* _Task prompt_: Extract all data as written.

Stored items:
_ _ _ _ _

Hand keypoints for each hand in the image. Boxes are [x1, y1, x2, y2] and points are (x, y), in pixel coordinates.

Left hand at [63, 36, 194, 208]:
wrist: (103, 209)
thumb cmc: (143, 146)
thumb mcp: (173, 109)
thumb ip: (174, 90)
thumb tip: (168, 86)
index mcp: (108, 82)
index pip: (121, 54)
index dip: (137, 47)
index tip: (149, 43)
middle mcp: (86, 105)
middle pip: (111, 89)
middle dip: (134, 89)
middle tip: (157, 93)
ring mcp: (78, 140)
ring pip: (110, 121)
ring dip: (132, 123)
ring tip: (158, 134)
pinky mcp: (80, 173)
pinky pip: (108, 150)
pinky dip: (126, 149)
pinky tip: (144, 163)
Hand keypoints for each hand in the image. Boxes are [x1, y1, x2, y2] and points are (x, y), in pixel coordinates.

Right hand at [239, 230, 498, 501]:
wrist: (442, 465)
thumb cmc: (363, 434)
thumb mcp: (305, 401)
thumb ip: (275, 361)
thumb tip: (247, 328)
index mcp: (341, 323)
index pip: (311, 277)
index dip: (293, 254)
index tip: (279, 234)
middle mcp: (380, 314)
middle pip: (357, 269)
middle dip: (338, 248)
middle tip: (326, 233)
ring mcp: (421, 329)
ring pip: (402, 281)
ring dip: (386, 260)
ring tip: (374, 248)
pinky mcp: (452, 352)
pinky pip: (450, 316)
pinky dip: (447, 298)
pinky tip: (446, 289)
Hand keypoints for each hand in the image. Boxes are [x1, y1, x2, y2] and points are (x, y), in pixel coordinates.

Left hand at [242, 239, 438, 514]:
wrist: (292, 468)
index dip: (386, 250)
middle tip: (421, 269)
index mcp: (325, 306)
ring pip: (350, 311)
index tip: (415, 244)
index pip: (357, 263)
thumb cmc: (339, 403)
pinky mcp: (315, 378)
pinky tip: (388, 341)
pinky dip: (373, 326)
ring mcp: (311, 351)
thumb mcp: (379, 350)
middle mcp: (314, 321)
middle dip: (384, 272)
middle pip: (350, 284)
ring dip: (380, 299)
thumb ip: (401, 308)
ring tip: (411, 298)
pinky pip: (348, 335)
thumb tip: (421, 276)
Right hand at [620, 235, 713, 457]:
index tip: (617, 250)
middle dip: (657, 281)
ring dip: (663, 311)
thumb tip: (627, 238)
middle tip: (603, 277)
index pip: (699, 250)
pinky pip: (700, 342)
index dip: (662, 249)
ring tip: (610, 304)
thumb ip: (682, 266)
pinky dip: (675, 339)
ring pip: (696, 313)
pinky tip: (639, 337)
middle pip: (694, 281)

_ _ _ _ _

* _Task output_:
Hand keypoints for each hand in the image. Boxes are [x1, y1, x2, y2] and points are (x, y), in pixel coordinates.

Left hand at [63, 36, 194, 208]:
wrist: (103, 209)
thumb cmc: (143, 146)
thumb mcp: (173, 109)
thumb ip: (174, 90)
thumb tip: (168, 86)
index mcp: (108, 82)
index pip: (121, 54)
index dip: (137, 47)
index tip: (149, 43)
middle mcp: (86, 105)
middle pip: (111, 89)
middle dip: (134, 89)
middle tip: (157, 93)
ring mcp: (78, 140)
ring pip: (110, 121)
ring dip: (132, 123)
ring tip: (158, 134)
pinky mcp: (80, 173)
pinky pip: (108, 150)
pinky dip: (126, 149)
pinky tip: (144, 163)
Hand keypoints for each hand in the image. Boxes are [x1, y1, x2, y2] and points are (x, y), in pixel coordinates.

Right hand at [239, 230, 498, 501]:
wrist: (442, 465)
thumb cmc: (363, 434)
thumb mcp: (305, 401)
thumb ip: (275, 361)
thumb tip: (247, 328)
index mcp: (341, 323)
index pip: (311, 277)
index dip: (293, 254)
index tip: (279, 234)
middle mcp: (380, 314)
middle pip: (357, 269)
middle dip: (338, 248)
middle tip: (326, 233)
ring mcp: (421, 329)
ring pip: (402, 281)
ring dip: (386, 260)
ring tip: (374, 248)
pinky mcp: (452, 352)
pinky pip: (450, 316)
pinky dip: (447, 298)
pinky tip: (446, 289)
Hand keypoints for each hand in the image. Boxes are [x1, y1, x2, y2] and points are (x, y), in pixel coordinates.

Left hand at [242, 239, 438, 514]:
wrist: (292, 468)
index dip: (386, 250)
middle tip: (421, 269)
index mcp: (325, 306)
ring pip: (350, 311)
index tip: (415, 244)
index pip: (357, 263)
thumb cmc: (339, 403)
pinky mcp: (315, 378)
pinky tip: (388, 341)
pinky dip: (373, 326)
ring mcp: (311, 351)
thumb mcp: (379, 350)
middle mcp: (314, 321)
middle dip: (384, 272)
middle pip: (350, 284)
ring dip: (380, 299)
thumb ip: (401, 308)
ring tip: (411, 298)
pinky pip: (348, 335)
thumb tip: (421, 276)
Right hand at [620, 235, 713, 457]:
index tip: (617, 250)
middle dip: (657, 281)
ring dip: (663, 311)
thumb tip: (627, 238)
middle tip: (603, 277)
index pip: (699, 250)
pinky pip: (700, 342)
index dip: (662, 249)
ring tip: (610, 304)
thumb ip: (682, 266)
pinky dip: (675, 339)
ring pip: (696, 313)
pinky tip: (639, 337)
middle pip: (694, 281)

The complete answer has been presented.